There are heaps more risks in reoperation than many would like to mention. The only study I have ever seen which suggests that risks of warfarin are equal to risks of reoperatoin was published by a clinic who prefers reoperations and a reading of that study showed a very trivial examiniation of the literature.
I recommend you PM TheGymGuy here and ask how he feels, he is a power lifter and I seem to recall about your age.
[personal interjection: I do wonder how many reject mechanical because of the issue that "I have never been on daily meds before", its a milestone in the common view of what it means to get old. I wonder if the psychology here is a significant issue.]
It is still pre-operation time, so now is the time to do research. Arm yourself with all you can find. It is your body and only you (well and your family) will bear the 'costs'.
Lastly I would ask you a question. What would you do if you got a Ross had it failing after 7 years?
I wish you all the best in your decision.
PS: initially (before this last surgery) I had viewed a life on warfarin with trepidation. Before the surgery my wife (also anxious about my anxiety about it) did a lot of reading. She didn't find anything dire. Subsequent to the surgery (Nov 2011) I have found warfarin and self management a non issue. You will find others here echo such findings. One of my colleagues at work got diabetes from some viral infection. I have seen how frequently he needs to monitor blood sugar. Warfarin is once a week, not 4 times a day. So he tests 28 times more than me. Also as a diabetic he will suffer greater losses in health (nerves) over time. The implications of poor management of insulin are far more dire with that. Yet curiously no one seems to go on about it ...

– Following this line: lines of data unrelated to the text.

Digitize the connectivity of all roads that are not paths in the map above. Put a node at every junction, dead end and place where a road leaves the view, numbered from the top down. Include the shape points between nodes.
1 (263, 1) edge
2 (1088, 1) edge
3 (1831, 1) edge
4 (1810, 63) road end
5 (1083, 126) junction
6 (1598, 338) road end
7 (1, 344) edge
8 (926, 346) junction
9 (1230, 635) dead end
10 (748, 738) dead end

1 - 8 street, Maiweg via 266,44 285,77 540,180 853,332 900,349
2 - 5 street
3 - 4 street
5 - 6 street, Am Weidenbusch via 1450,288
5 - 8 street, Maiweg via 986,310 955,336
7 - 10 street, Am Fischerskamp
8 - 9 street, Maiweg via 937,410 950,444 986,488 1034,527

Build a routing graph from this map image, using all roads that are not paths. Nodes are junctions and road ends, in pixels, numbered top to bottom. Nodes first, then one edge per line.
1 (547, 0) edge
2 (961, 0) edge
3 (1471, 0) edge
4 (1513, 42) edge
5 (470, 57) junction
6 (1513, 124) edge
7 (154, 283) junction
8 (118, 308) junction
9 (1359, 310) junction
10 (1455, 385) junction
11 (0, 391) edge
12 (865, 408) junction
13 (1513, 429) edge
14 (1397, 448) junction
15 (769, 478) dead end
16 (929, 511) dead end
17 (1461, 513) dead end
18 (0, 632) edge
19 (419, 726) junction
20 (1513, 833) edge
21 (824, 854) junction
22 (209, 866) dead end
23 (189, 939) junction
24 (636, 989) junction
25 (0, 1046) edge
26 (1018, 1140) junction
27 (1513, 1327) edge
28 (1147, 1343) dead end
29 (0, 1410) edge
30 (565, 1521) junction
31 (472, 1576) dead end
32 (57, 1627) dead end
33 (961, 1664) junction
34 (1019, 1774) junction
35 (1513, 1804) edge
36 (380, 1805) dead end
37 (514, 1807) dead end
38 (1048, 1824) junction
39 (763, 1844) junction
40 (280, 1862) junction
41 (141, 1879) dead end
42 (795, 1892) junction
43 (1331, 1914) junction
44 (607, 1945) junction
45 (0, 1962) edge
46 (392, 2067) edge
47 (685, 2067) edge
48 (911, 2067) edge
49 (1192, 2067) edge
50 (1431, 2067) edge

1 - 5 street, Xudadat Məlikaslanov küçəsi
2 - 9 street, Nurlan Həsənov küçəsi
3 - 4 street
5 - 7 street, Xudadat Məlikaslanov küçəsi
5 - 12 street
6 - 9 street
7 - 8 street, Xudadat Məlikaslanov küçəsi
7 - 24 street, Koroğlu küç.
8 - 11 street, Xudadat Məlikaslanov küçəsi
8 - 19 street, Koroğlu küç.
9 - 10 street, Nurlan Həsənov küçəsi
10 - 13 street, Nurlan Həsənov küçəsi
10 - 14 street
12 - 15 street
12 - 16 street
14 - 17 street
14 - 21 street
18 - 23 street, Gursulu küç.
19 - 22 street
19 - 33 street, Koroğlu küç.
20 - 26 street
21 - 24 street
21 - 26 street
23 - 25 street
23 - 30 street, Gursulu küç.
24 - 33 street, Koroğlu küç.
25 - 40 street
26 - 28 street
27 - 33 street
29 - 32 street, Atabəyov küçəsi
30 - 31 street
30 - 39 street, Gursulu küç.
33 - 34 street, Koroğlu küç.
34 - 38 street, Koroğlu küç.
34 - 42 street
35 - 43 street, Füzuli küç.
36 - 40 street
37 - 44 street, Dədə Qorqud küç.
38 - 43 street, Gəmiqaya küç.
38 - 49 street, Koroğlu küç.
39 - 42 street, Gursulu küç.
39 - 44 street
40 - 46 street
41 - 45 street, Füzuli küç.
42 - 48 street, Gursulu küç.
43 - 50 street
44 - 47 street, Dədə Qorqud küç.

PPS: ahh ... sorry, but it just occured to me. We have a Norweigan here, she has a mechanical. In Norway their medical system (it seems) does not condone fitting anything else to younger patients. Yet in the USA the choice is offered. Curiously also in the USA does typically NOT offer the choice to self test and self manage warfarin (with clearly demonstrated benefits over decades) while in Norway they give the self testing stuff to you. I also got my self testing meter given to me in Australia. It does make you wonder (as a researcher) about the reasons for all this "choice" in the USA. Reoperation is good for GDP.